Jordy Nelson’s struggles are relatively easy to explain. First, Aaron Rodgers missed the majority of the season with a broken collarbone. Brett Hundley had the league’s fourth-worst touchdown rate and second-worst YPA, and ranked 23rd in completion percentage. At 32 years old and with an ACL tear in his rear-view mirror, Nelson finally started showing signs of wear. He wasn’t nearly the deep threat he had been previously in his career, and without Rodgers being the tide that lifts all ships, he couldn’t make lemonade from the Hundley situation.

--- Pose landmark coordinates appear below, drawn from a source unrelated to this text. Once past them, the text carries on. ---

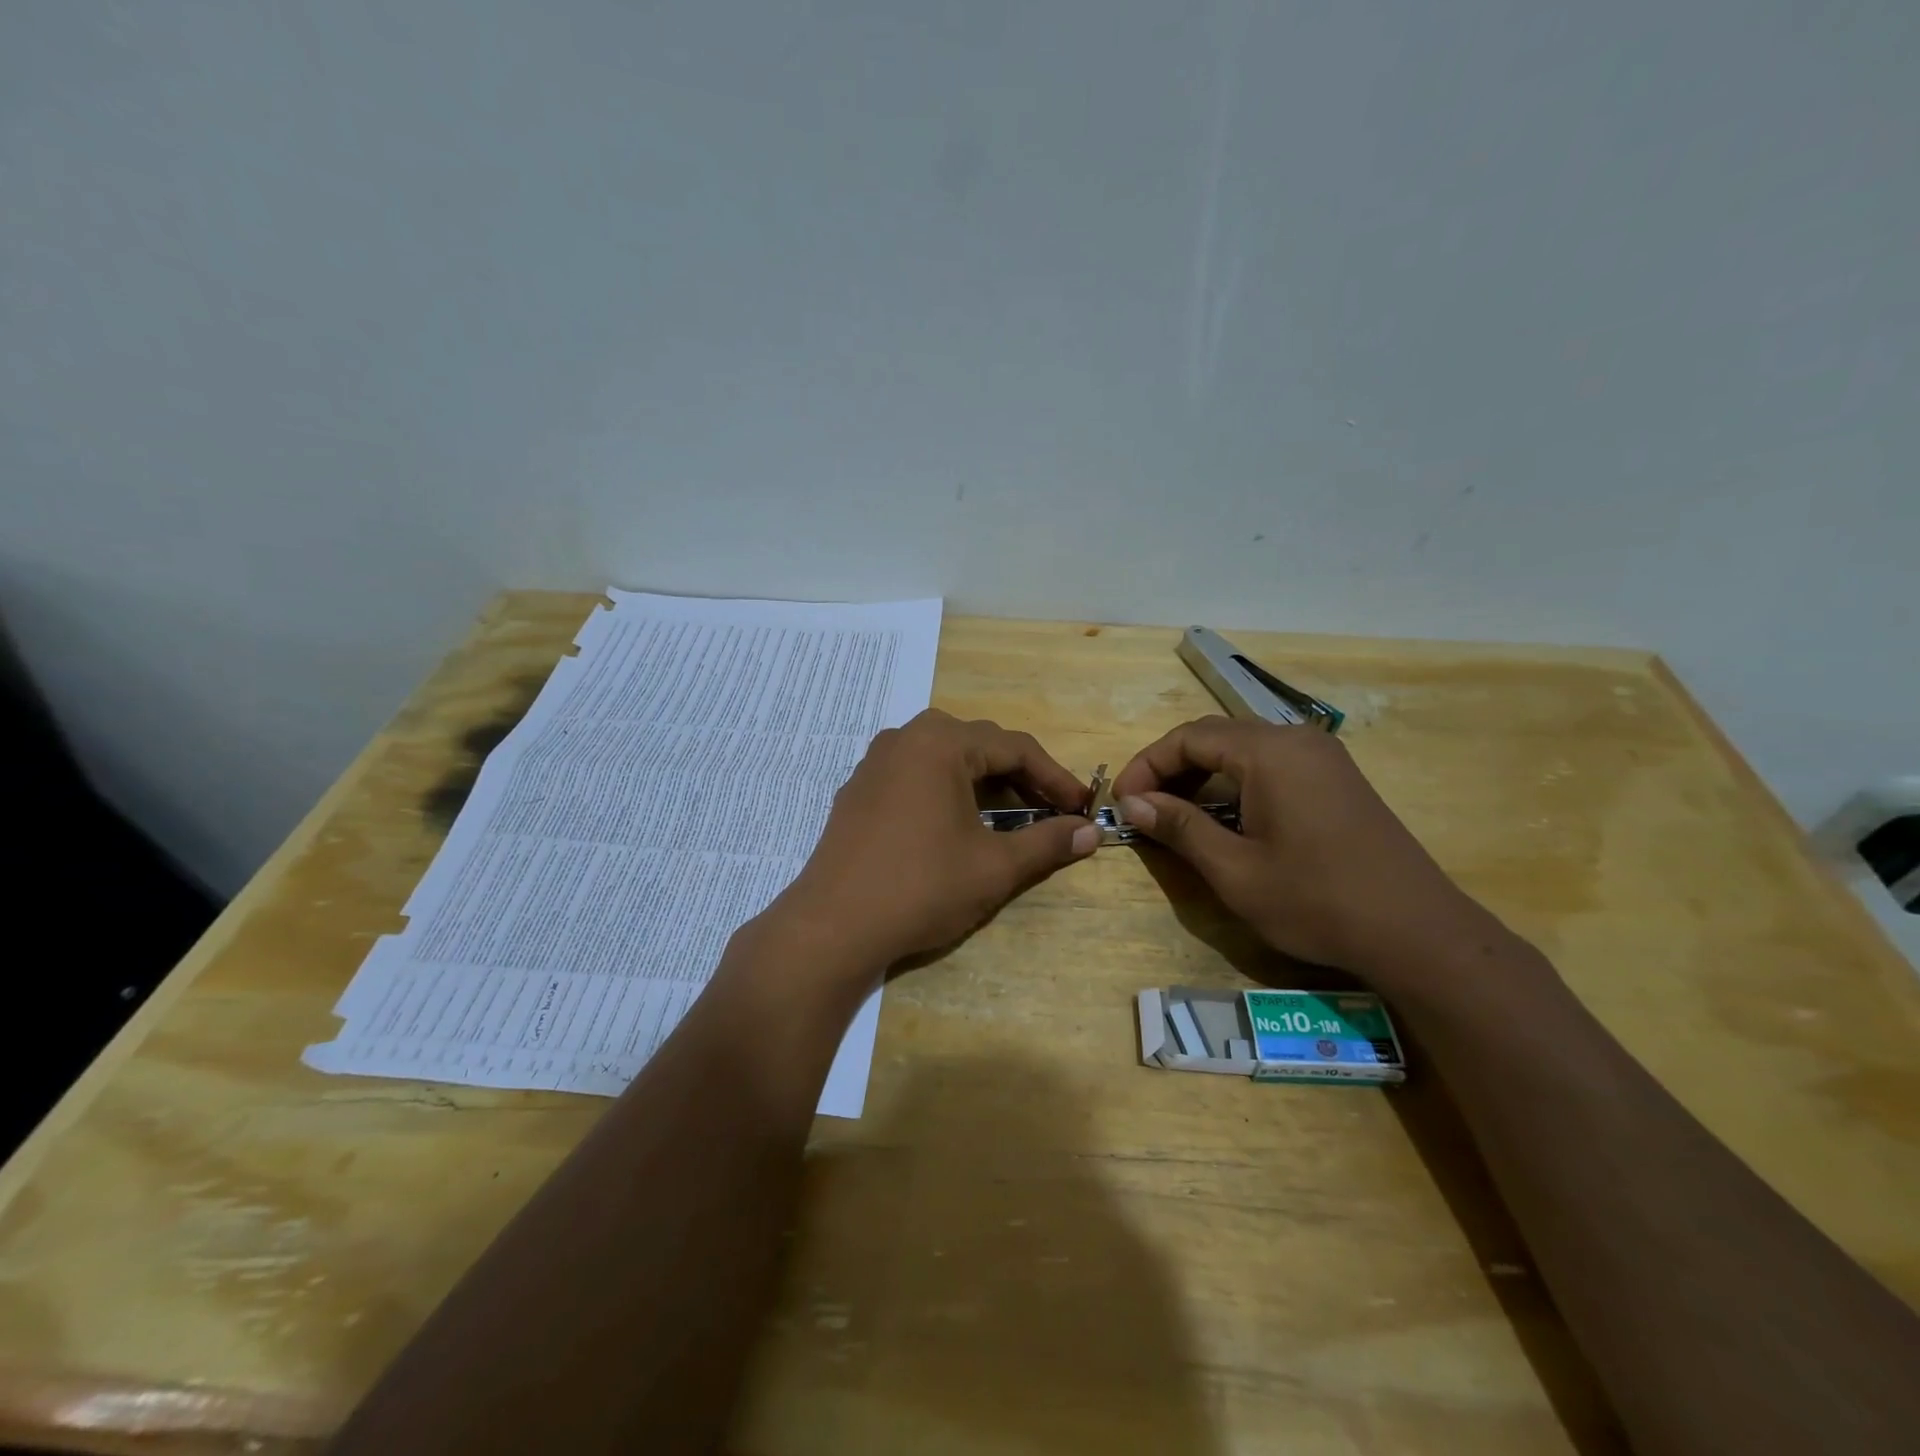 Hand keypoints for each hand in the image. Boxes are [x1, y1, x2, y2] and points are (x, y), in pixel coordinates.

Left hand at [770, 710, 1098, 970]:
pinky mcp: (858, 790)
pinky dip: (947, 791)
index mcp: (940, 743)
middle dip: (1020, 778)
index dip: (1055, 778)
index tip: (1082, 807)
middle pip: (979, 746)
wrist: (832, 926)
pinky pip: (915, 775)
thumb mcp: (994, 867)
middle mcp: (905, 738)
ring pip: (945, 759)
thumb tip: (1091, 833)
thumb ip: (1047, 843)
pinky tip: (956, 825)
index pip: (1015, 748)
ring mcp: (875, 763)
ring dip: (983, 783)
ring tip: (1009, 817)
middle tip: (1050, 812)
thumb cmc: (921, 888)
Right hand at [1112, 717, 1494, 975]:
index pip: (1187, 738)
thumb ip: (1179, 827)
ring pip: (1243, 750)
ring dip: (1202, 776)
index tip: (1123, 803)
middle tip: (1144, 809)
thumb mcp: (1234, 870)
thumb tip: (1133, 803)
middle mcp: (1296, 740)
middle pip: (1215, 737)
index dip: (1146, 766)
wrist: (1417, 932)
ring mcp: (1322, 757)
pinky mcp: (1337, 779)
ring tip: (1176, 816)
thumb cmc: (1316, 900)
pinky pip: (1271, 765)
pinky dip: (1235, 783)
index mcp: (1269, 752)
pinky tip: (1225, 818)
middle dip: (1171, 769) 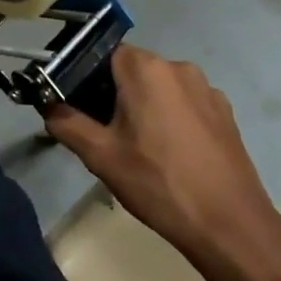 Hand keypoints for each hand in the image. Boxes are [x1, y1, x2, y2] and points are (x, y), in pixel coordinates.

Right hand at [44, 47, 280, 280]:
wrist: (231, 227)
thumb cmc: (159, 184)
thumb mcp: (100, 156)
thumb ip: (66, 123)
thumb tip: (48, 107)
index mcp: (146, 69)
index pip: (101, 53)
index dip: (84, 77)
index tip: (78, 108)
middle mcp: (178, 67)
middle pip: (131, 70)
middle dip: (113, 95)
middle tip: (104, 134)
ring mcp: (207, 90)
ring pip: (159, 88)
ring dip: (143, 107)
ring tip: (138, 149)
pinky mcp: (225, 114)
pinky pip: (185, 104)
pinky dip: (170, 119)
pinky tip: (170, 156) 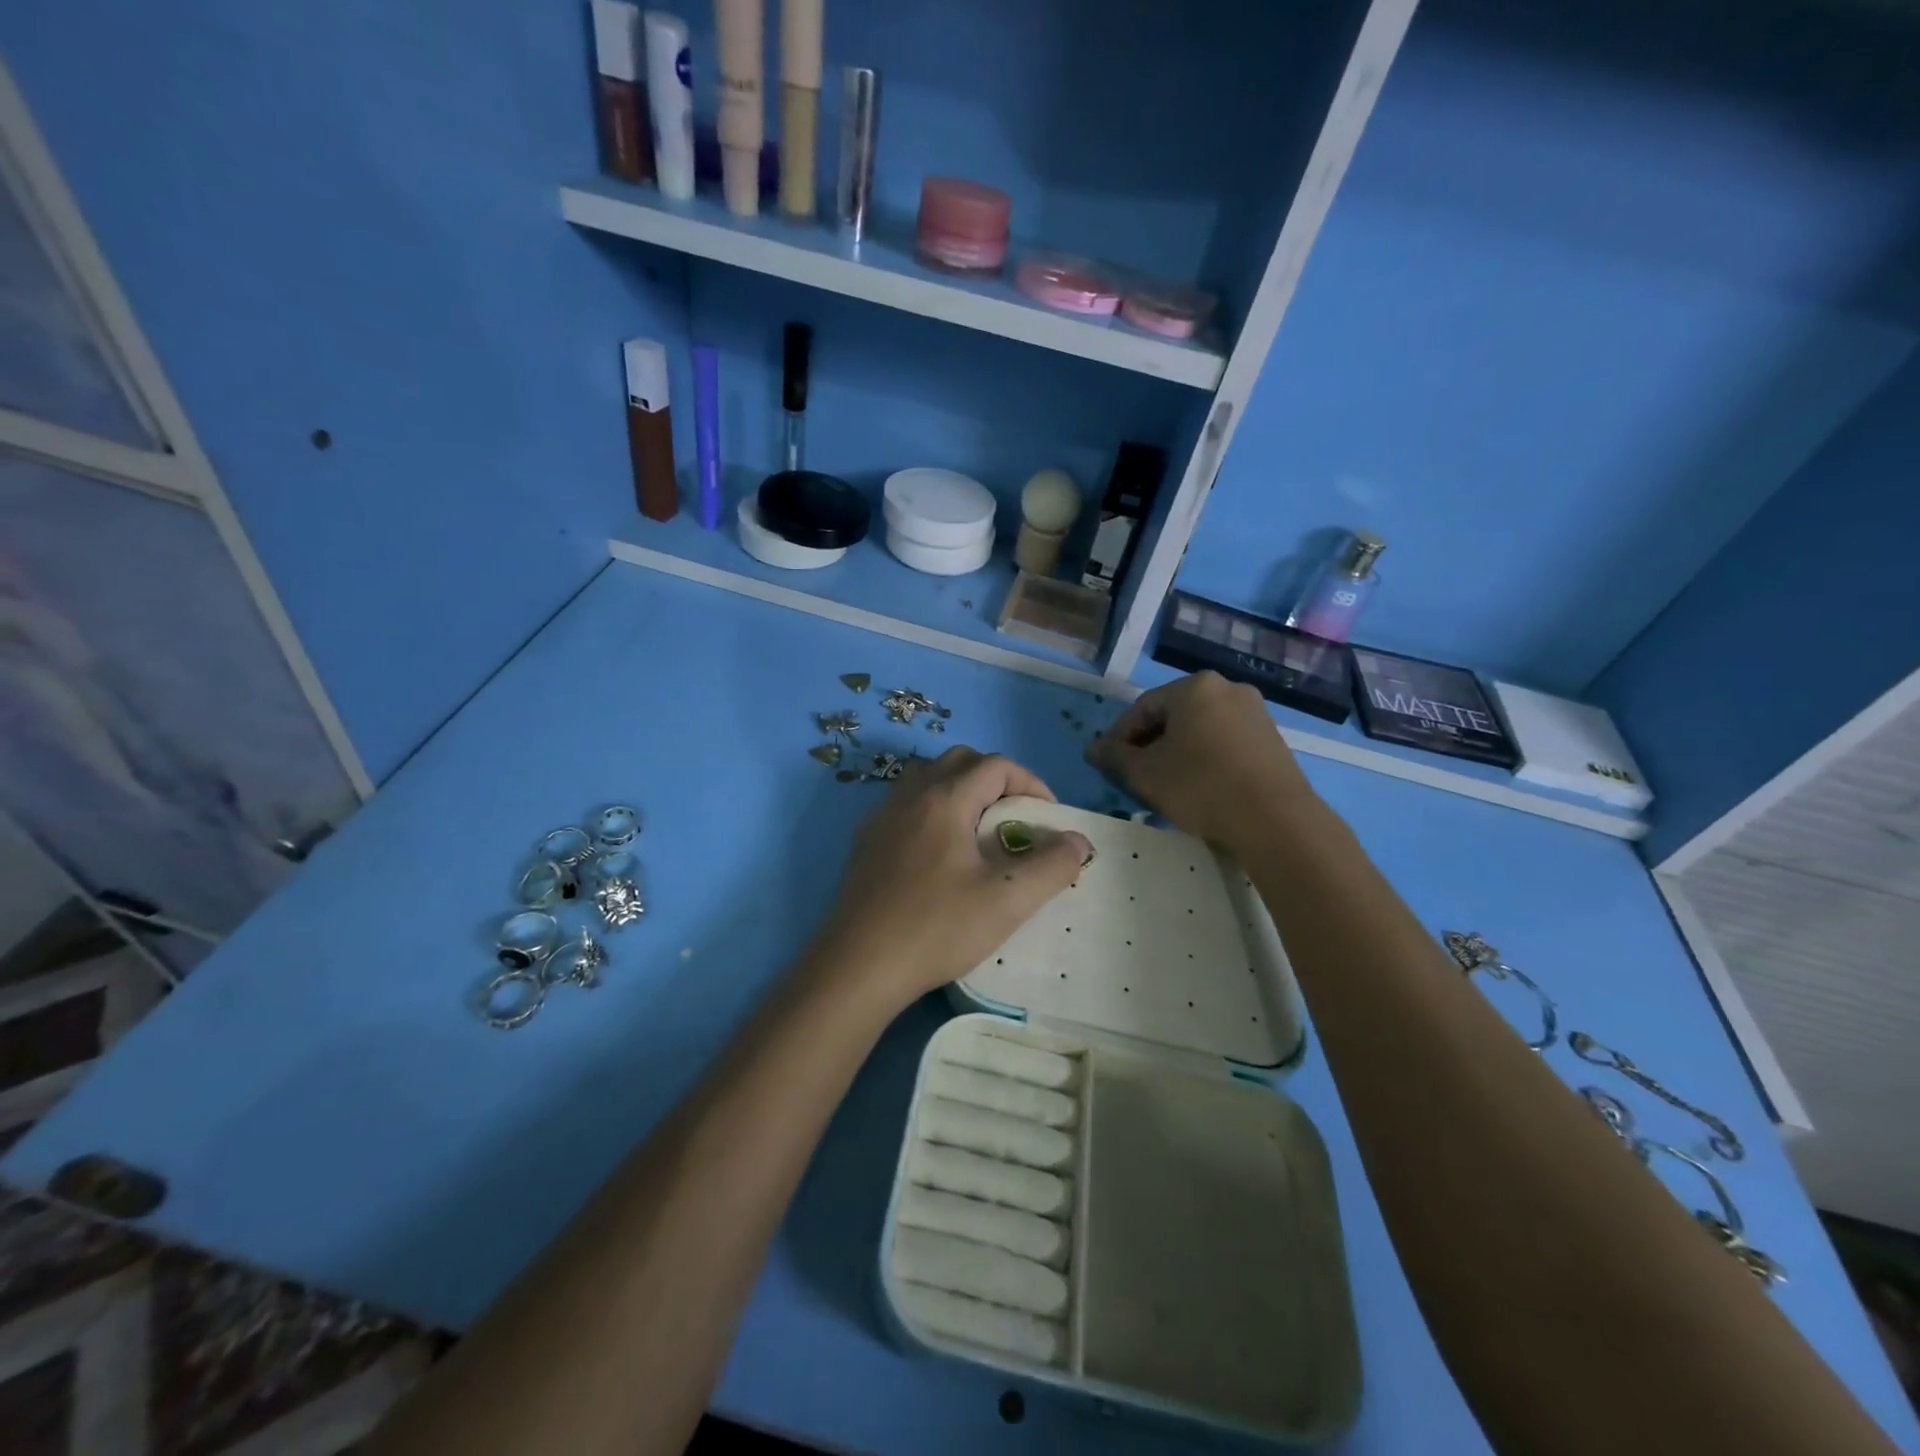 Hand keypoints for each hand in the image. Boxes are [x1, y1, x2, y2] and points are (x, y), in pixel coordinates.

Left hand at [811, 747, 1091, 1012]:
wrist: (859, 966)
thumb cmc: (937, 928)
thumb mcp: (1008, 900)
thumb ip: (1051, 866)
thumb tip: (1078, 841)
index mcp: (944, 799)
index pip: (996, 765)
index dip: (1030, 783)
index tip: (1047, 818)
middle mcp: (910, 795)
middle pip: (960, 761)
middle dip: (996, 780)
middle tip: (1015, 818)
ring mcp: (881, 817)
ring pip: (928, 779)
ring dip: (961, 790)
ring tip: (979, 831)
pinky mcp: (866, 842)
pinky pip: (906, 805)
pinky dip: (933, 810)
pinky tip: (940, 854)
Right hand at [1087, 671, 1316, 852]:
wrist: (1275, 821)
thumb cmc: (1201, 787)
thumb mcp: (1145, 774)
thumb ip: (1114, 758)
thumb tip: (1093, 749)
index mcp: (1194, 687)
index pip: (1142, 708)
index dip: (1118, 737)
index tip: (1107, 764)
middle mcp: (1227, 689)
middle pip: (1172, 716)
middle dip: (1148, 745)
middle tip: (1133, 776)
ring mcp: (1255, 713)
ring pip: (1199, 730)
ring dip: (1175, 753)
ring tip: (1163, 785)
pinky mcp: (1271, 739)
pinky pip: (1224, 742)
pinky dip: (1204, 759)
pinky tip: (1197, 787) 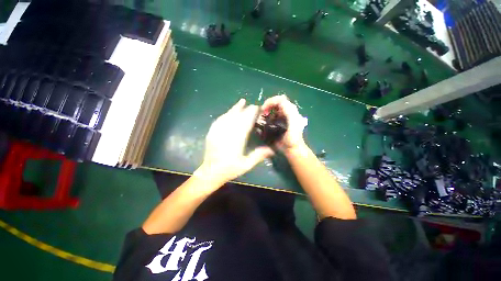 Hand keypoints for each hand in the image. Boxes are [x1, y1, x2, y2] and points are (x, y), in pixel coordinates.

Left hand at [196, 99, 274, 184]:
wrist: (210, 173)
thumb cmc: (229, 169)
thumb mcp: (246, 165)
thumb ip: (259, 155)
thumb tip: (272, 150)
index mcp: (237, 139)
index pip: (245, 122)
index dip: (251, 113)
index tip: (257, 108)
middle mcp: (227, 132)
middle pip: (237, 117)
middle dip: (245, 109)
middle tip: (252, 105)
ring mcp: (218, 131)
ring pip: (227, 116)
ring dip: (235, 108)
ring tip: (241, 102)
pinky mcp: (212, 133)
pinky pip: (219, 120)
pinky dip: (225, 115)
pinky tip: (228, 112)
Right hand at [262, 95, 307, 152]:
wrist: (292, 149)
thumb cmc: (292, 139)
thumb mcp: (293, 124)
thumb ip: (289, 112)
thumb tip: (279, 103)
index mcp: (291, 111)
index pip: (280, 99)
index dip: (270, 102)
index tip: (263, 110)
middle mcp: (287, 112)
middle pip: (276, 102)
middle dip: (268, 105)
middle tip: (262, 113)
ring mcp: (283, 117)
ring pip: (274, 107)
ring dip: (267, 109)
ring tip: (263, 116)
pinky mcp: (279, 122)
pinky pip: (272, 114)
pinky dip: (267, 114)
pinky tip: (265, 120) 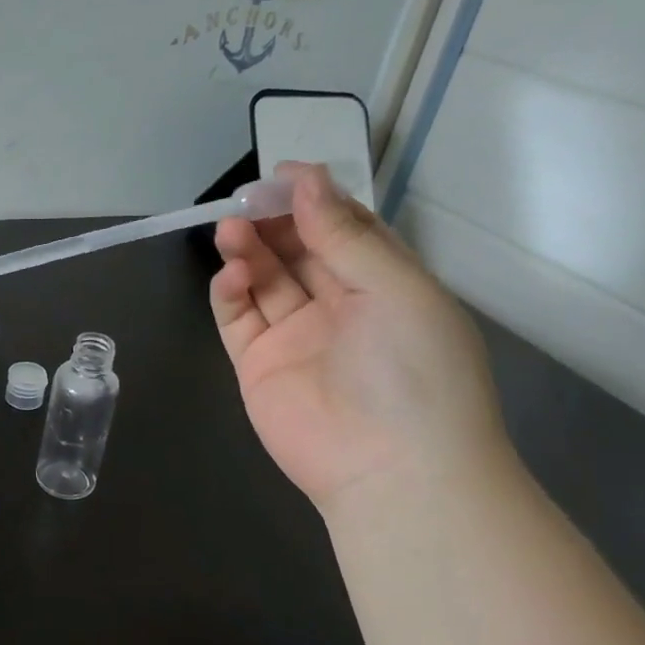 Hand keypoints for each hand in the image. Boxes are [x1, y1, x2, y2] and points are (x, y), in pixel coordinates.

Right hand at [210, 163, 512, 515]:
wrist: (392, 469)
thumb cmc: (414, 370)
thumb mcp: (396, 290)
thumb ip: (345, 236)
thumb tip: (307, 181)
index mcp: (384, 285)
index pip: (344, 229)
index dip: (314, 199)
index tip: (282, 175)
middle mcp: (339, 307)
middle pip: (297, 250)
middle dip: (273, 221)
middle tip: (246, 200)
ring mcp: (295, 337)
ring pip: (264, 279)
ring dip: (247, 250)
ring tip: (231, 231)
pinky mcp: (257, 365)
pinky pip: (238, 318)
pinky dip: (229, 292)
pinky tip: (231, 275)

Similarly, Dez Bryant’s 2017 bust season resulted from his own losing a step, and his quarterback’s struggles. Dak Prescott was serviceable, ranking 13th in completion percentage, 19th in YPA, and 16th in total passing yards, but he wasn’t quite as explosive as he was as a rookie. The blame falls more on Bryant’s shoulders, though. His 52.3% catch rate ranked 179th among all pass-catchers, while his 12.1 yards per reception ranked 59th. The targets were there, as Bryant finished 12th among receivers in that category, but he couldn’t turn the opportunity into the expected production. He ended the year as the No. 24 receiver in PPR formats, 15 spots worse than his ADP.

Bottom Line

If drafting a running back in the first few rounds, be sure you’re confident in his offensive line, as well as his role in the passing game. As for receivers, many of them are only as good as the quarterback throwing them the ball. Pure talent can get them so far, but overall environment is crucial. Look for at least solid quarterbacks in, at minimum, respectable offenses.

Let your league mates grab the big names in not-so-great situations and instead focus on players who are set up for success not only physically, but by the competency of their teammates.